Figure 8

(A) Representative TEM images of A549 cells treated with 4a and 4b at the indicated concentrations for 24 h. Scale bars: 5 μm. (B) Representative images of A549 cells expressing GFP-LC3 treated with 4a (4 μM), 4b (4 μM) and rapamycin (1 μM) for 24 h. Scale bar: 5 μm. (C) Western blot analysis of LC3 proteins extracted from A549 cells. Cells were treated with 4a (4 μM) and 4b (4 μM) for 24 h. (D) Confocal microscopic analysis of A549 cells stained with AO after treatment with 4a (4 μM) and 4b (4 μM) for 24 h.
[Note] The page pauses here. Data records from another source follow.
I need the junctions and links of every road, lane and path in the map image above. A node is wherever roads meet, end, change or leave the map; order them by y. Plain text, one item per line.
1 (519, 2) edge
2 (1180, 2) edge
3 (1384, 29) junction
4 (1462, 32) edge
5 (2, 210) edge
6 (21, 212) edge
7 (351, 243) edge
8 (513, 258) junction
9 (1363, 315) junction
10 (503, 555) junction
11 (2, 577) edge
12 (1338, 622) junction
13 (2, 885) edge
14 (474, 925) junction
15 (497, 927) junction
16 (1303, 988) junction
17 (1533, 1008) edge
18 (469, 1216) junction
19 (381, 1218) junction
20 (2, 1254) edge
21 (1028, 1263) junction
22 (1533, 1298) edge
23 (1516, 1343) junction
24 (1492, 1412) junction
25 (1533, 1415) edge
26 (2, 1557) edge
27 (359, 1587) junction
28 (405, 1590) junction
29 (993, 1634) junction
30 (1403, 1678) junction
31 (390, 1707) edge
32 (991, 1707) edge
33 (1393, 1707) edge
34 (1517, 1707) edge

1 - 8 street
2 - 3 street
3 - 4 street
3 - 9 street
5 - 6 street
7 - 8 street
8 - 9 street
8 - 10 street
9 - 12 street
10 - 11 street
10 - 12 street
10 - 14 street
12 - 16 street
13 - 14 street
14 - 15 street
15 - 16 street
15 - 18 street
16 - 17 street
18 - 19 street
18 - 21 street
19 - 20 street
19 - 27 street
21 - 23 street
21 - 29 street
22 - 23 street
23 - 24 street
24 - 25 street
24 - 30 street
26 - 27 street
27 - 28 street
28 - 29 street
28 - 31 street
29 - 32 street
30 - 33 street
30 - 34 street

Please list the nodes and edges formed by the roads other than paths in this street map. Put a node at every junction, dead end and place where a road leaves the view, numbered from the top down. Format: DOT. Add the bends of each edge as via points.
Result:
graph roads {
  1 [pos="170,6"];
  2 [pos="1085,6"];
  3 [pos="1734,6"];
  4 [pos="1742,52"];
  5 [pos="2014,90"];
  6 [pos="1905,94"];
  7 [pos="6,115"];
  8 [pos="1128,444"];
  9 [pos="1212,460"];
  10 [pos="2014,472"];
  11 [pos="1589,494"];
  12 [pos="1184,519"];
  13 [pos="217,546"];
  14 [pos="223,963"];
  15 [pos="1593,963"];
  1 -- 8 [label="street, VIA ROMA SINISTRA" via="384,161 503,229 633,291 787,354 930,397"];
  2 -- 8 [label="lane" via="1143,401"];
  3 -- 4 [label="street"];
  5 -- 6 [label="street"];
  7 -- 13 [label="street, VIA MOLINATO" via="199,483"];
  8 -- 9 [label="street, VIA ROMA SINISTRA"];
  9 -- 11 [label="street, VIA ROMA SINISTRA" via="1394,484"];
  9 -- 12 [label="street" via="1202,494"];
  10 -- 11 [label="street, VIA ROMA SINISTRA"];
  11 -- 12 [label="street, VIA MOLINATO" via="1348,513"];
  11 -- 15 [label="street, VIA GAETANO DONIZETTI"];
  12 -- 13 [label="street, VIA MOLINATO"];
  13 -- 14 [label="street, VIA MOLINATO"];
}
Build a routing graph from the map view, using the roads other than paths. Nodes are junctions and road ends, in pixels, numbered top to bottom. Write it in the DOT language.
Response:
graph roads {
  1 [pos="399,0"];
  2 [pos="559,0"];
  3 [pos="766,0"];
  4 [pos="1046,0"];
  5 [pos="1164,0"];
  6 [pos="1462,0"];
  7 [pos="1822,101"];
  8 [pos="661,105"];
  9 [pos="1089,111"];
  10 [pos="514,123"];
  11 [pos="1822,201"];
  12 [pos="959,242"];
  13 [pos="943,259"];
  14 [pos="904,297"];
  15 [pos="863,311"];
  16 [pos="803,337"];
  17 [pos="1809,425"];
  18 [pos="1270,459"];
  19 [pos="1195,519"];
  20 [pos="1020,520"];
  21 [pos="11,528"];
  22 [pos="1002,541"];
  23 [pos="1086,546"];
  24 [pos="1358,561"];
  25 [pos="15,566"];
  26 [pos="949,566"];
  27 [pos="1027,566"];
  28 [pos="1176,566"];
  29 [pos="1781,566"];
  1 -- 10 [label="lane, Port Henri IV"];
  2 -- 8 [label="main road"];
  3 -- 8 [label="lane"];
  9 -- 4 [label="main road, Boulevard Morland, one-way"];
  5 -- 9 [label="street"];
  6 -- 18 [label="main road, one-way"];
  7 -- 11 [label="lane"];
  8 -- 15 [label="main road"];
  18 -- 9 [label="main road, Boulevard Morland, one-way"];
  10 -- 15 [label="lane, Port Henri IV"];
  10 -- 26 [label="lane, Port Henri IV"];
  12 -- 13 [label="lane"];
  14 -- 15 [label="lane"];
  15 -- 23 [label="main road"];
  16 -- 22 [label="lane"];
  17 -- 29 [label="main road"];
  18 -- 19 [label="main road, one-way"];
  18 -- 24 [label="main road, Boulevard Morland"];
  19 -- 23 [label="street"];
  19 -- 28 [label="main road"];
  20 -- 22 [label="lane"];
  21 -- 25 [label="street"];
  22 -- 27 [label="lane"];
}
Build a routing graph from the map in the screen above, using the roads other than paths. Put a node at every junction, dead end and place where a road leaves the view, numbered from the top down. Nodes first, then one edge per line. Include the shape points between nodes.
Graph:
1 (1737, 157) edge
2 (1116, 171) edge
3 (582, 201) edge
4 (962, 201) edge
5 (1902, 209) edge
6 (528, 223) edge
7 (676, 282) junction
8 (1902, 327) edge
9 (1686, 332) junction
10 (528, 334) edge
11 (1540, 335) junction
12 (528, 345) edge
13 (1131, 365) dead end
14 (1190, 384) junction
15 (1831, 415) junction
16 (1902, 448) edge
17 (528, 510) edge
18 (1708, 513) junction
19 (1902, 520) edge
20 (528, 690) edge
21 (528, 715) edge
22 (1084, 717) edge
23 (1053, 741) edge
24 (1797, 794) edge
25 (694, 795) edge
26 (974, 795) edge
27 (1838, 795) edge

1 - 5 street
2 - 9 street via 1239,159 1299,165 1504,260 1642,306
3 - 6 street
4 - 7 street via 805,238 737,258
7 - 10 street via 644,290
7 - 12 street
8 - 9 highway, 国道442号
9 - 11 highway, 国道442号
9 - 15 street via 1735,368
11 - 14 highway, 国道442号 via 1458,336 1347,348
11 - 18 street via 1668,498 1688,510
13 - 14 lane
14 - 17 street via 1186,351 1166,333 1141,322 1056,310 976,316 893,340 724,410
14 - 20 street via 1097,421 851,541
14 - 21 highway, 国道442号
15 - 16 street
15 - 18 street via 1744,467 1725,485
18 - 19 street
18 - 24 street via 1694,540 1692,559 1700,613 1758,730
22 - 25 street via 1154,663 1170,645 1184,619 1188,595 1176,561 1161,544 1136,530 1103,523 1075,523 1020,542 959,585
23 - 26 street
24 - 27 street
AO was excited at 488 nm and monitored simultaneously at 500‒550 nm (Green) and 670‒710 nm (Red). Scale bars: 10 μm. (E) Mean red fluorescence intensity determined by flow cytometry in A549 cells stained with AO after treatment with 4a or 4b at the indicated concentrations for 24 h. AO was excited at 488 nm and emission was collected at 670‒710 nm. (F) The impact of 3-MA on anti-proliferative activity of cisplatin, 4a and 4b. Cells were pre-treated with 3-MA for 1 h and then incubated with cisplatin, 4a or 4b at indicated concentrations for 24 h. **p < 0.02.